§ HOW TO COMPLETE THIS TASK: Your task is to return all of the entries below exactly, leaving out each picture.

§ SOURCE DATA:
- - -

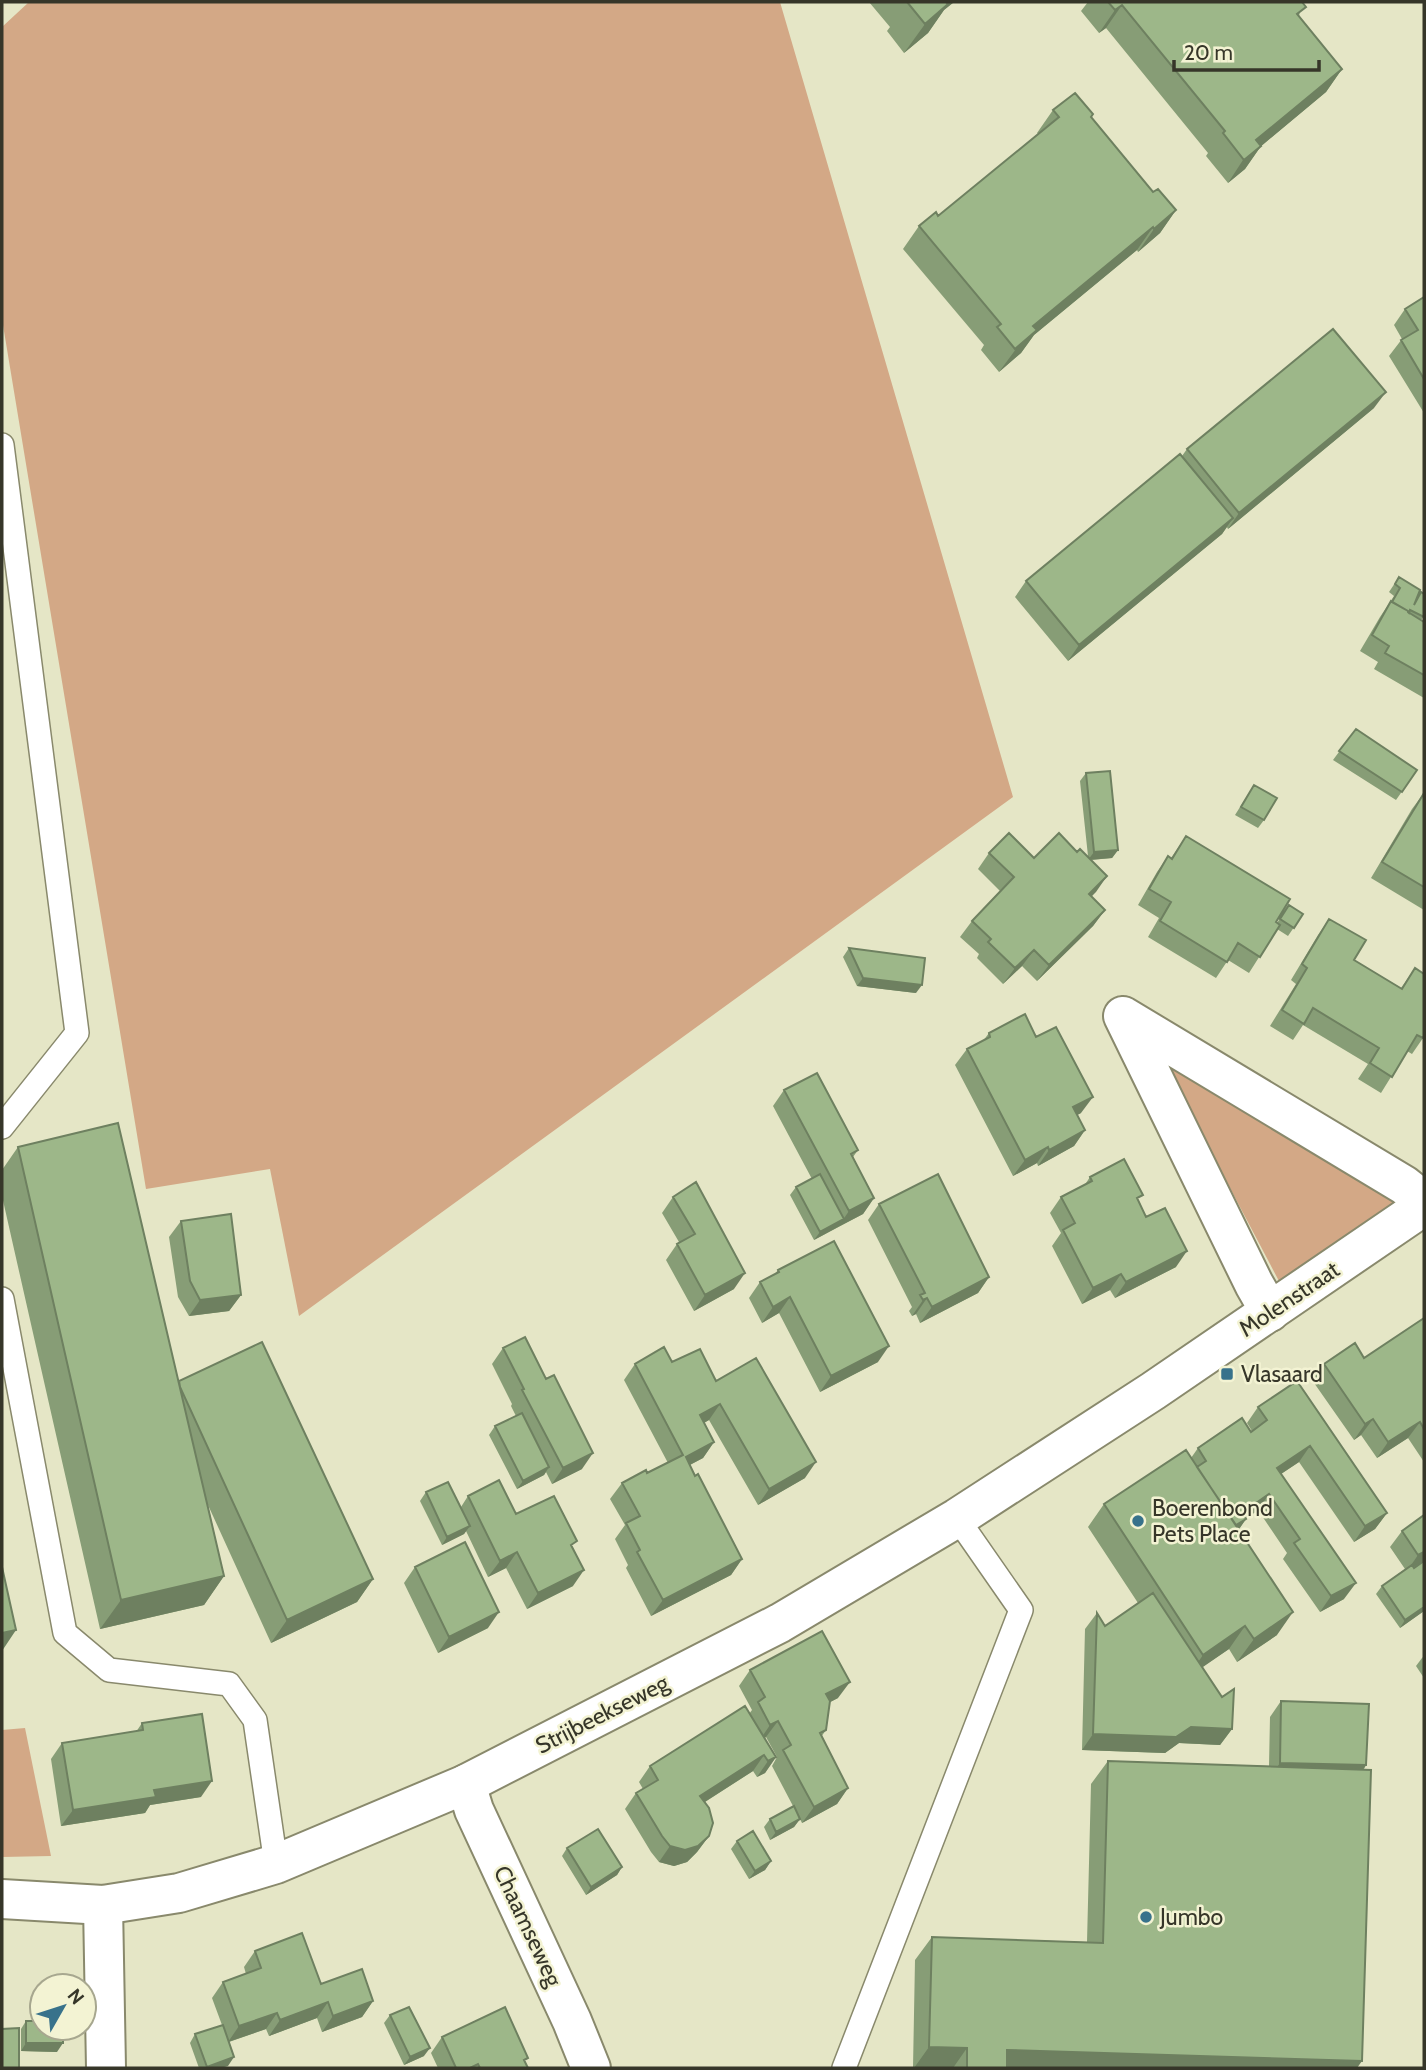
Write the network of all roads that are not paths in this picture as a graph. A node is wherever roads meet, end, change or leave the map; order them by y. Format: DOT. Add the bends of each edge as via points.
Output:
graph roads {
  1 [pos="2,445"];
  2 [pos="2,1127"];
  3 [pos="1424,1203"];
  4 [pos="2,1299"];
  5 [pos="1270,1312"];
  6 [pos="1153,1391"];
  7 [pos="957,1518"];
  8 [pos="466,1784"];
  9 [pos="276,1864"];
  10 [pos="2,1899"];
  11 [pos="103,1905"];
  12 [pos="106,2068"];
  13 [pos="591,2068"];
  14 [pos="844,2068"];
  1 -- 2 [label="lane" via="77,1033"];
  3 -- 5 [label="main road, Molenstraat"];
  3 -- 5 [label="main road" via="1404,1185 1123,1016"];
  4 -- 9 [label="lane" via="65,1633 108,1670 229,1684 255,1720"];
  5 -- 6 [label="main road, Molenstraat"];
  6 -- 7 [label="main road, Strijbeekseweg"];
  7 -- 8 [label="main road, Strijbeekseweg" via="780,1623"];
  7 -- 14 [label="lane" via="1021,1611"];
  8 -- 9 [label="main road, Strijbeekseweg"];
  8 -- 13 [label="main road, Chaamseweg"];
  9 -- 11 [label="main road, Strijbeekseweg" via="179,1893"];
  10 -- 11 [label="main road, Strijbeekseweg"];
  11 -- 12 [label="main road"];
}
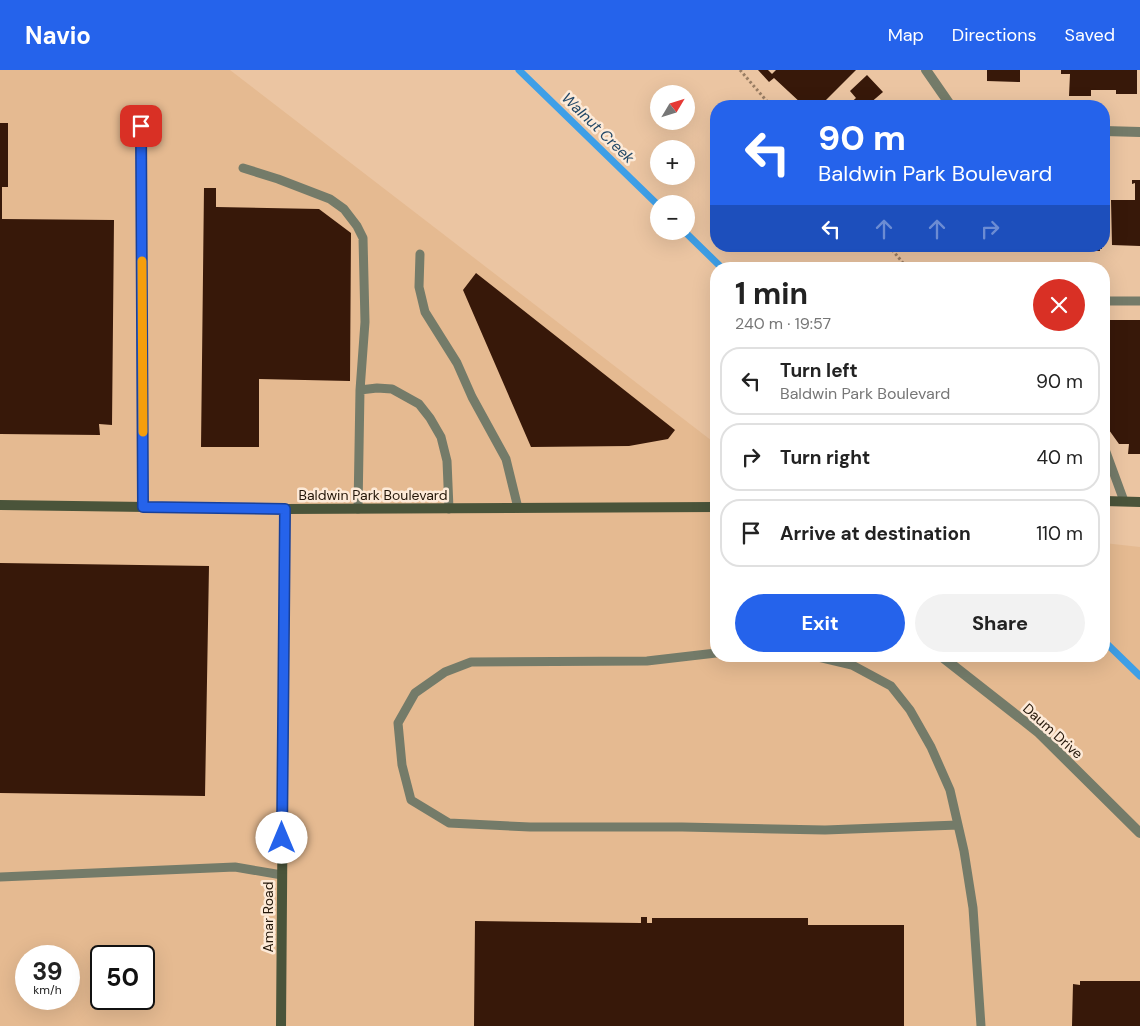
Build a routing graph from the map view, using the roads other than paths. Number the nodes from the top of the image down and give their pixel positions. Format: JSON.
{"nodes":[{"id":1,"x":926,"y":70,"type":"edge"},
{"id":2,"x":947,"y":100,"type":"edge"},
{"id":3,"x":141,"y":126,"type":"dead end"},
{"id":4,"x":1110,"y":131,"type":"edge"},
{"id":5,"x":1140,"y":132,"type":"edge"},
{"id":6,"x":243,"y":168,"type":"dead end"},
{"id":7,"x":420,"y":254,"type":"dead end"},
{"id":8,"x":1110,"y":301,"type":"edge"},
{"id":9,"x":1140,"y":301,"type":"edge"},
{"id":10,"x":360,"y":390,"type":"junction"},
{"id":11,"x":1110,"y":463,"type":"edge"},
{"id":12,"x":1110,"y":501,"type":"edge"},
{"id":13,"x":1124,"y":501,"type":"junction"},
{"id":14,"x":1140,"y":502,"type":"edge"},
{"id":15,"x":0,"y":505,"type":"edge"},
{"id":16,"x":143,"y":507,"type":"junction"},
{"id":17,"x":710,"y":507,"type":"edge"},
{"id":18,"x":449,"y":508,"type":"junction"},
{"id":19,"x":518,"y":508,"type":"junction"},
{"id":20,"x":285,"y":509,"type":"junction"},
{"id":21,"x":358,"y":509,"type":"junction"},
{"id":22,"x":710,"y":654,"type":"edge"},
{"id":23,"x":839,"y":662,"type":"edge"},
{"id":24,"x":949,"y":662,"type":"edge"},
{"id":25,"x":958,"y":825,"type":"junction"},
{"id":26,"x":1140,"y":833,"type":"edge"},
{"id":27,"x":282,"y":875,"type":"junction"},
{"id":28,"x":0,"y":877,"type":"edge"},
{"id":29,"x":281,"y":1026,"type":"edge"},
{"id":30,"x":981,"y":1026,"type":"edge"}],
"edges":[{"from":1,"to":2,"type":"street"},
{"from":3,"to":16,"type":"lane"},
{"from":4,"to":5,"type":"street"},
{"from":6,"to":10,"type":"lane"},
{"from":7,"to":19,"type":"lane"},
{"from":8,"to":9,"type":"lane"},
{"from":10,"to":18,"type":"lane"},
{"from":10,"to":21,"type":"lane"},
{"from":11,"to":13,"type":"lane"},
{"from":12,"to":13,"type":"main road"},
{"from":13,"to":14,"type":"main road"},
{"from":15,"to":16,"type":"main road","name":"Baldwin Park Boulevard"},
{"from":16,"to":20,"type":"main road","name":"Baldwin Park Boulevard"},
{"from":17,"to":19,"type":"main road","name":"Baldwin Park Boulevard"},
{"from":18,"to":19,"type":"main road","name":"Baldwin Park Boulevard"},
{"from":18,"to":21,"type":"main road","name":"Baldwin Park Boulevard"},
{"from":20,"to":21,"type":"main road","name":"Baldwin Park Boulevard"},
{"from":20,"to":27,"type":"main road","name":"Amar Road"},
{"from":22,"to":25,"type":"lane"},
{"from":23,"to":25,"type":"lane"},
{"from":24,"to":26,"type":"street","name":"Daum Drive"},
{"from":25,"to":30,"type":"lane"},
{"from":27,"to":28,"type":"lane"},
{"from":27,"to":29,"type":"main road","name":"Amar Road"}]}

- - -

§ OUTPUT OF THE EXERCISE:
Write the network of all roads that are not paths in this picture as a graph. A node is wherever roads meet, end, change or leave the map; order them by y. Format: DOT. Add the bends of each edge as via points.
Output:
graph roads {
  1 [pos="2,445"];
  2 [pos="2,1127"];
  3 [pos="1424,1203"];
  4 [pos="2,1299"];
  5 [pos="1270,1312"];
  6 [pos="1153,1391"];
  7 [pos="957,1518"];
  8 [pos="466,1784"];
  9 [pos="276,1864"];
  10 [pos="2,1899"];
  11 [pos="103,1905"];
  12 [pos="106,2068"];
  13 [pos="591,2068"];
  14 [pos="844,2068"];
  1 -- 2 [label="lane" via="77,1033"];
  3 -- 5 [label="main road, Molenstraat"];
  3 -- 5 [label="main road" via="1404,1185 1123,1016"];
  4 -- 9 [label="lane" via="65,1633 108,1670 229,1684 255,1720"];
  5 -- 6 [label="main road, Molenstraat"];
  6 -- 7 [label="main road, Strijbeekseweg"];
  7 -- 8 [label="main road, Strijbeekseweg" via="780,1623"];
  7 -- 14 [label="lane" via="1021,1611"];
  8 -- 9 [label="main road, Strijbeekseweg"];
  8 -- 13 [label="main road, Chaamseweg"];
  9 -- 11 [label="main road, Strijbeekseweg" via="179,1893"];
  10 -- 11 [label="main road, Strijbeekseweg"];
  11 -- 12 [label="main road"];
}
Build a routing graph from the map view, using the roads other than paths. Number the nodes from the top of the image down and give their pixel positions. Format: JSON.
{"nodes":[{"id":1,"x":926,"y":70,"type":"edge"},
{"id":2,"x":947,"y":100,"type":"edge"},
{"id":3,"x":141,"y":126,"type":"dead end"},
{"id":4,"x":1110,"y":131,"type":"edge"},
{"id":5,"x":1140,"y":132,"type":"edge"},
{"id":6,"x":243,"y":168,"type":"dead end"},
{"id":7,"x":420,"y":254,"type":"dead end"},
{"id":8,"x":1110,"y":301,"type":"edge"},
{"id":9,"x":1140,"y":301,"type":"edge"},
{"id":10,"x":360,"y":390,"type":"junction"},
{"id":11,"x":1110,"y":463,"type":"edge"},
{"id":12,"x":1110,"y":501,"type":"edge"},
{"id":13,"x":1124,"y":501,"type":"junction"},
{"id":14,"x":1140,"y":502,"type":"edge"},
{"id":15,"x":0,"y":505,"type":"edge"},
{"id":16,"x":143,"y":507,"type":"junction"},
{"id":17,"x":710,"y":507,"type":"edge"},
{"id":18,"x":449,"y":508,"type":"junction"},
{"id":19,"x":518,"y":508,"type":"junction"},
{"id":20,"x":285,"y":509,"type":"junction"},
{"id":21,"x":358,"y":509,"type":"junction"},
{"id":22,"x":710,"y":654,"type":"edge"},
{"id":23,"x":839,"y":662,"type":"edge"},
{"id":24,"x":949,"y":662,"type":"edge"},
{"id":25,"x":958,"y":825,"type":"junction"},
{"id":26,"x":1140,"y":833,"type":"edge"},
{"id":27,"x":282,"y":875,"type":"junction"},
{"id":28,"x":0,"y":877,"type":"edge"},
{"id":29,"x":281,"y":1026,"type":"edge"},
{"id":30,"x":981,"y":1026,"type":"edge"}],
"edges":[{"from":1,"to":2,"type":"street"},
{"from":3,"to":16,"type":"lane"},
{"from":4,"to":5,"type":"street"},
{"from":6,"to":10,"type":"lane"},
{"from":7,"to":19,"type":"lane"},
{"from":8,"to":9,"type":"lane"},
{"from":10,"to":18,"type":"lane"},
{"from":10,"to":21,"type":"lane"},
{"from":11,"to":13,"type":"lane"},
{"from":12,"to":13,"type":"main road"},
{"from":13,"to":14,"type":"main road"},
{"from":15,"to":16,"type":"main road","name":"Baldwin Park Boulevard"},
{"from":16,"to":20,"type":"main road","name":"Baldwin Park Boulevard"},
{"from":17,"to":19,"type":"main road","name":"Baldwin Park Boulevard"},
{"from":18,"to":19,"type":"main road","name":"Baldwin Park Boulevard"},
{"from":18,"to":21,"type":"main road","name":"Baldwin Park Boulevard"},
{"from":20,"to":21,"type":"main road","name":"Baldwin Park Boulevard"},
{"from":20,"to":27,"type":"main road","name":"Amar Road"},
{"from":22,"to":25,"type":"lane"},
{"from":23,"to":25,"type":"lane"},
{"from":24,"to":26,"type":"street","name":"Daum Drive"},
{"from":25,"to":30,"type":"lane"},
{"from":27,"to":28,"type":"lane"},
{"from":27,"to":29,"type":"main road","name":"Amar Road"}]}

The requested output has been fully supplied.